EXERCISE DIRECTIONS = Transcribe all of the records, leaving out any pictures.

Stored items
- - - - -

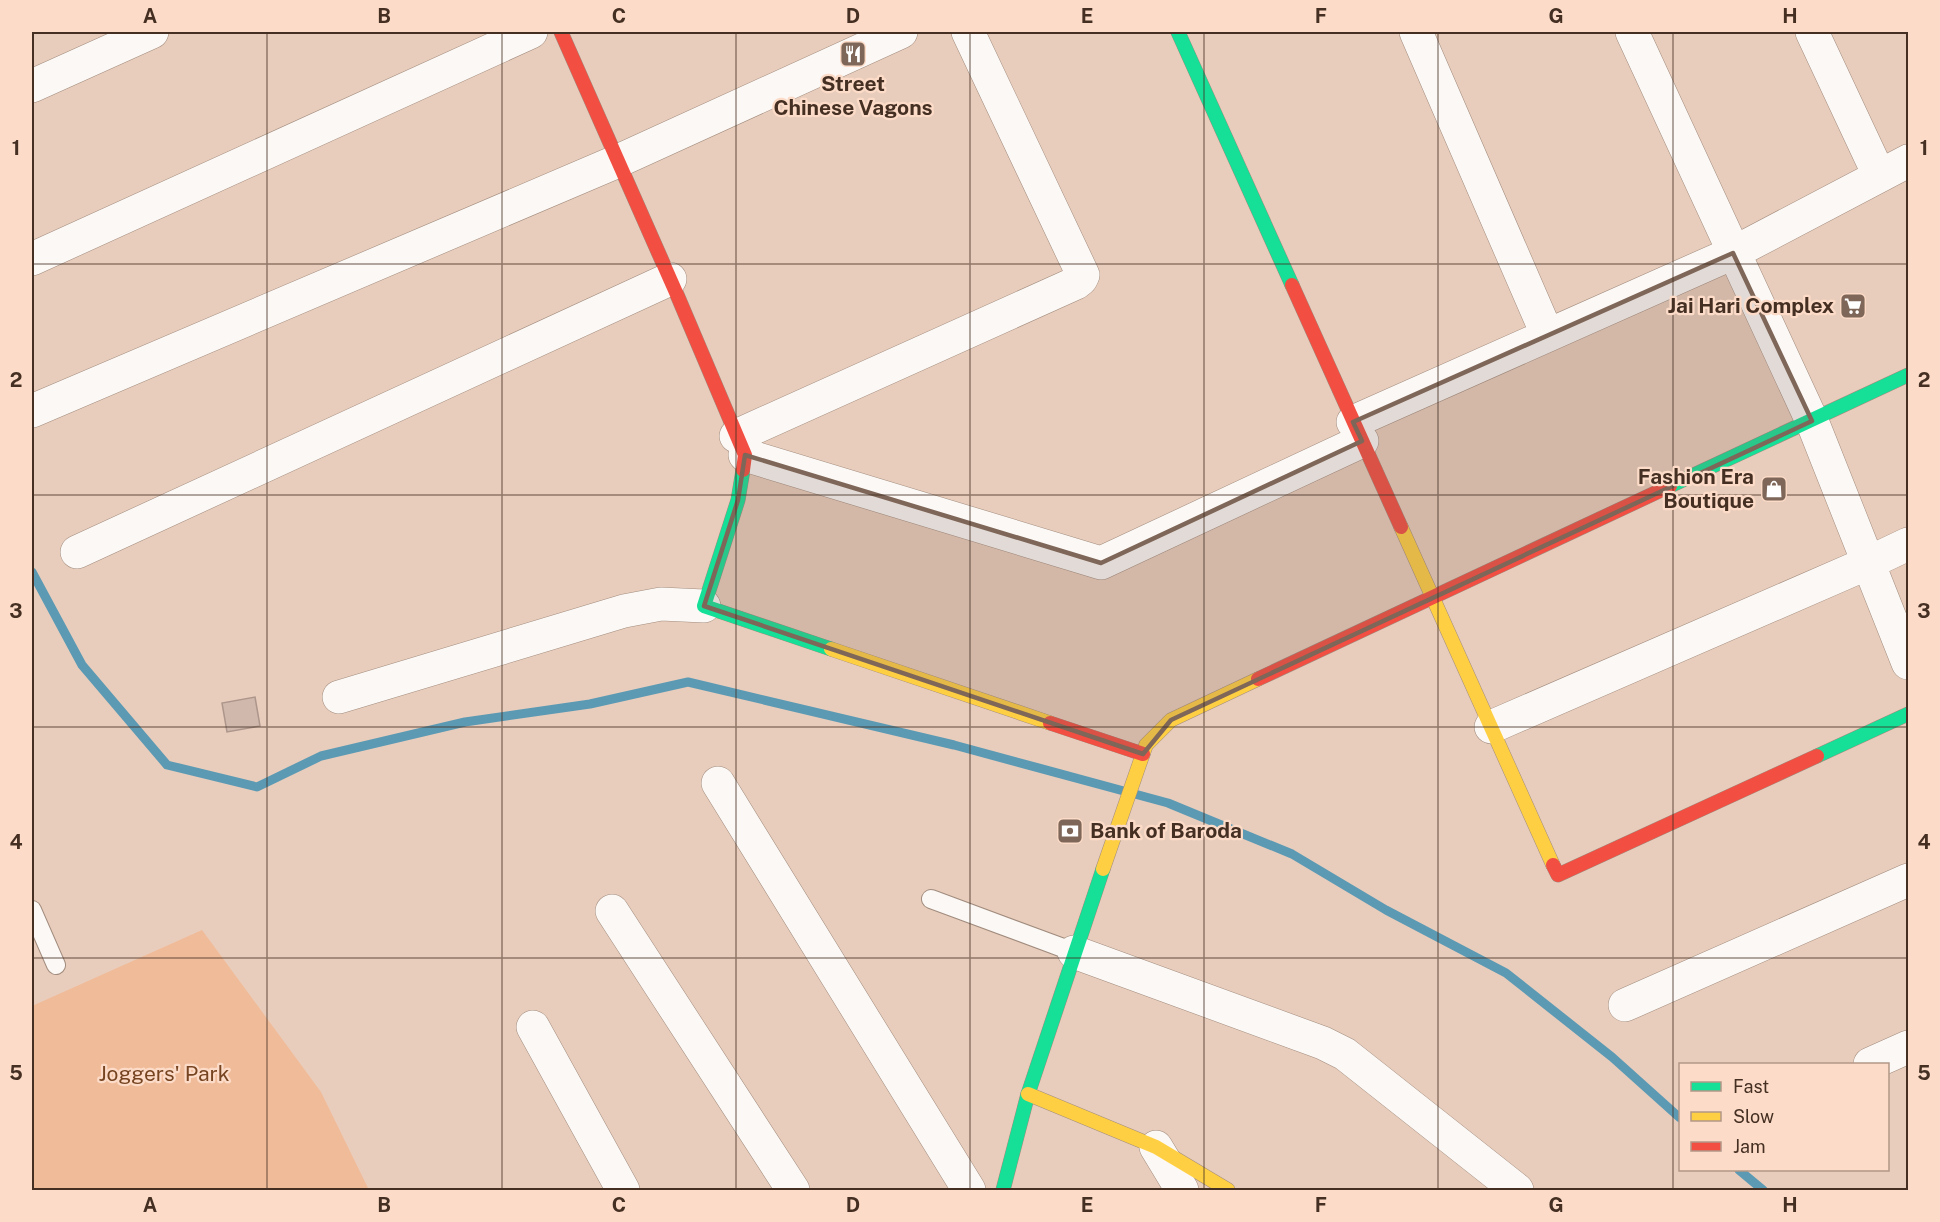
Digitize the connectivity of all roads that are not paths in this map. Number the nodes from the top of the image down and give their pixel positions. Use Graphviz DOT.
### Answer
graph roads {
  1 [pos="152,32"];
  2 [pos="531,32"];
  3 [pos="561,32"];
  4 [pos="901,32"];
  5 [pos="968,32"];
  6 [pos="1178,32"];
  7 [pos="1416,32"];
  8 [pos="1632,32"];
  9 [pos="1812,32"];
  10 [pos="32,86"];
  11 [pos="1908,160"];
  12 [pos="618,161"];
  13 [pos="1879,175"];
  14 [pos="1733,253"];
  15 [pos="32,259"];
  16 [pos="670,279"];
  17 [pos="1547,334"];
  18 [pos="1908,375"];
  19 [pos="32,411"];
  20 [pos="1812,421"];
  21 [pos="1358,431"];
  22 [pos="740,445"];
  23 [pos="1908,544"];
  24 [pos="77,552"];
  25 [pos="1868,563"];
  26 [pos="1433,598"];
  27 [pos="704,606"];
  28 [pos="1908,663"];
  29 [pos="339,697"];
  30 [pos="1908,714"];
  31 [pos="1491,727"];
  32 [pos="1143,754"];
  33 [pos="718,783"];
  34 [pos="1908,880"];
  35 [pos="931,899"];
  36 [pos="32,910"];
  37 [pos="612,911"];
  38 [pos="1074,952"];
  39 [pos="56,965"];
  40 [pos="1625,1005"];
  41 [pos="533,1027"];
  42 [pos="1908,1047"];
  43 [pos="1874,1063"];
  44 [pos="1028,1094"];
  45 [pos="1156,1147"];
  46 [pos="623,1191"];
  47 [pos="793,1191"];
  48 [pos="969,1191"];
  49 [pos="1003,1191"];
  50 [pos="1182,1191"];
  51 [pos="1228,1191"];
  52 [pos="1517,1191"];
  1 -- 10 [label="street"];
  2 -- 15 [label="street"];
  3 -- 12 [label="street"];
  4 -- 12 [label="street"];
  5 -- 22 [label="street"];
  6 -- 21 [label="street"];
  7 -- 17 [label="street"];
  8 -- 14 [label="street"];
  9 -- 13 [label="street"];
  11 -- 13 [label="street"];
  12 -- 16 [label="street"];
  12 -- 19 [label="street"];
  13 -- 14 [label="street"];
  14 -- 17 [label="street"];
  14 -- 20 [label="street"];
  16 -- 22 [label="street"];
  16 -- 24 [label="street"];
  17 -- 21 [label="street"];
  18 -- 20 [label="street"];
  20 -- 25 [label="street"];
  20 -- 26 [label="street"];
  21 -- 22 [label="street"];
  21 -- 26 [label="street"];
  22 -- 27 [label="street"];
  23 -- 25 [label="street"];
  25 -- 28 [label="street"];
  25 -- 31 [label="street"];
  26 -- 31 [label="street"];
  26 -- 32 [label="street"];
  27 -- 29 [label="street"];
  27 -- 32 [label="street"];
  30 -- 31 [label="street"];
  32 -- 38 [label="street"];
  33 -- 48 [label="street"];
  34 -- 40 [label="street"];
  35 -- 38 [label="lane"];
  36 -- 39 [label="lane"];
  37 -- 47 [label="street"];
  38 -- 44 [label="street"];
  38 -- 52 [label="street"];
  41 -- 46 [label="street"];
  42 -- 43 [label="street"];
  44 -- 45 [label="street"];
  44 -- 49 [label="street"];
  45 -- 50 [label="street"];
  45 -- 51 [label="street"];
}
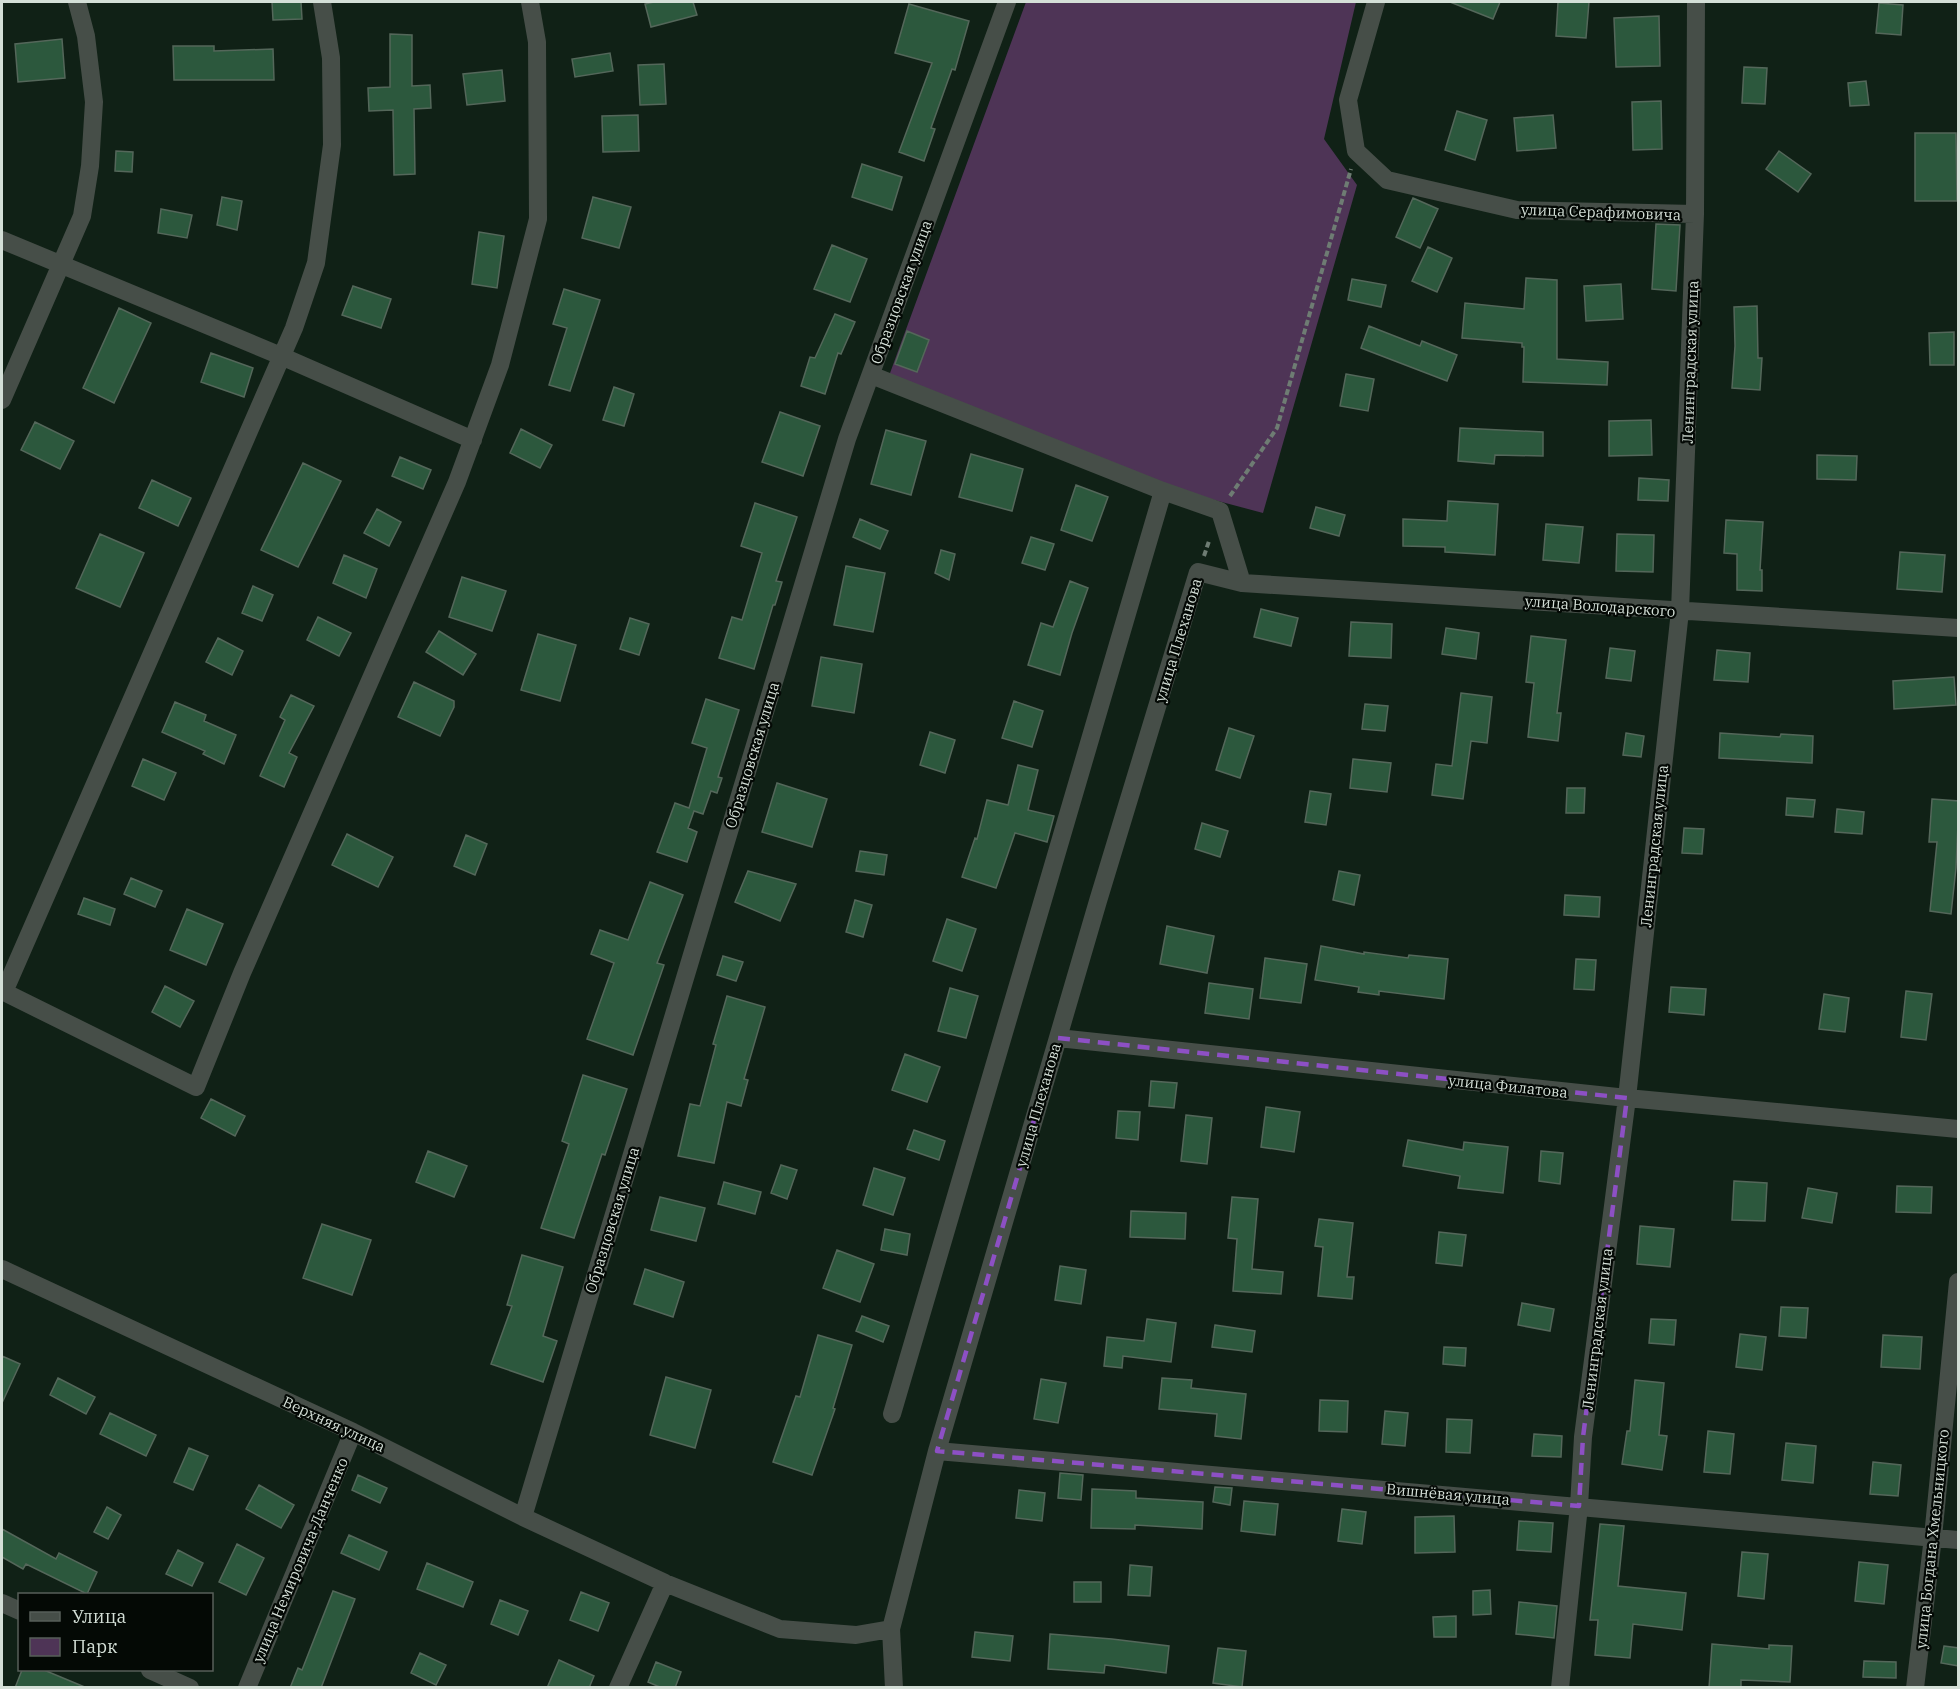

- - - - -

ANSWER SPACE =
Digitize the connectivity of all roads that are not paths in this map. Number the nodes from the top of the image down and give their pixel positions. Use Graphviz DOT.
### Answer
graph roads {
  1 [pos="152,32"];
  2 [pos="531,32"];
  3 [pos="561,32"];
  4 [pos="901,32"];
  5 [pos="968,32"];
  6 [pos="1178,32"];
  7 [pos="1416,32"];
  8 [pos="1632,32"];
  9 [pos="1812,32"];
  10 [pos="32,86"];
  11 [pos="1908,160"];
  12 [pos="618,161"];
  13 [pos="1879,175"];
  14 [pos="1733,253"];
  15 [pos="32,259"];
  16 [pos="670,279"];
  17 [pos="1547,334"];
  18 [pos="1908,375"];
  19 [pos="32,411"];
  20 [pos="1812,421"];
  21 [pos="1358,431"];
  22 [pos="740,445"];
  23 [pos="1908,544"];
  24 [pos="77,552"];
  25 [pos="1868,563"];
  26 [pos="1433,598"];
  27 [pos="704,606"];
  28 [pos="1908,663"];
  29 [pos="339,697"];
  30 [pos="1908,714"];
  31 [pos="1491,727"];
  32 [pos="1143,754"];
  33 [pos="718,783"];
  34 [pos="1908,880"];
  35 [pos="931,899"];
  36 [pos="32,910"];
  37 [pos="612,911"];
  38 [pos="1074,952"];
  39 [pos="56,965"];
  40 [pos="1625,1005"];
  41 [pos="533,1027"];
  42 [pos="1908,1047"];
  43 [pos="1874,1063"];
  44 [pos="1028,1094"];
  45 [pos="1156,1147"];
  46 [pos="623,1191"];
  47 [pos="793,1191"];
  48 [pos="969,1191"];
  49 [pos="1003,1191"];
  50 [pos="1182,1191"];
  51 [pos="1228,1191"];
  52 [pos="1517,1191"];
  1 -- 10 [label="street"];
  2 -- 15 [label="street"];
  3 -- 12 [label="street"];
  4 -- 12 [label="street"];
  5 -- 22 [label="street"];
  6 -- 21 [label="street"];
  7 -- 17 [label="street"];
  8 -- 14 [label="street"];
  9 -- 13 [label="street"];
  11 -- 13 [label="street"];
  12 -- 16 [label="street"];
  12 -- 19 [label="street"];
  13 -- 14 [label="street"];
  14 -- 17 [label="street"];
  14 -- 20 [label="street"];
  16 -- 22 [label="street"];
  16 -- 24 [label="street"];
  17 -- 21 [label="street"];
  18 -- 20 [label="street"];
  20 -- 25 [label="street"];
  20 -- 26 [label="street"];
  21 -- 22 [label="street"];
  21 -- 26 [label="street"];
  22 -- 27 [label="street"];
  23 -- 25 [label="street"];
  25 -- 28 [label="street"];
  25 -- 31 [label="street"];
  26 -- 31 [label="street"];
  26 -- 32 [label="street"];
  27 -- 29 [label="street"];
  27 -- 32 [label="street"];
  30 -- 31 [label="street"];
  32 -- 38 [label="street"];
  33 -- 48 [label="street"];
  34 -- 40 [label="street"];
  35 -- 38 [label="lane"];
  36 -- 39 [label="lane"];
  37 -- 47 [label="street"];
  38 -- 44 [label="street"];
  38 -- 52 [label="street"];
  41 -- 46 [label="street"];
  42 -- 43 [label="street"];
  44 -- 45 [label="street"];
  44 -- 49 [label="street"];
  45 -- 50 [label="street"];
  45 -- 51 [label="street"];
}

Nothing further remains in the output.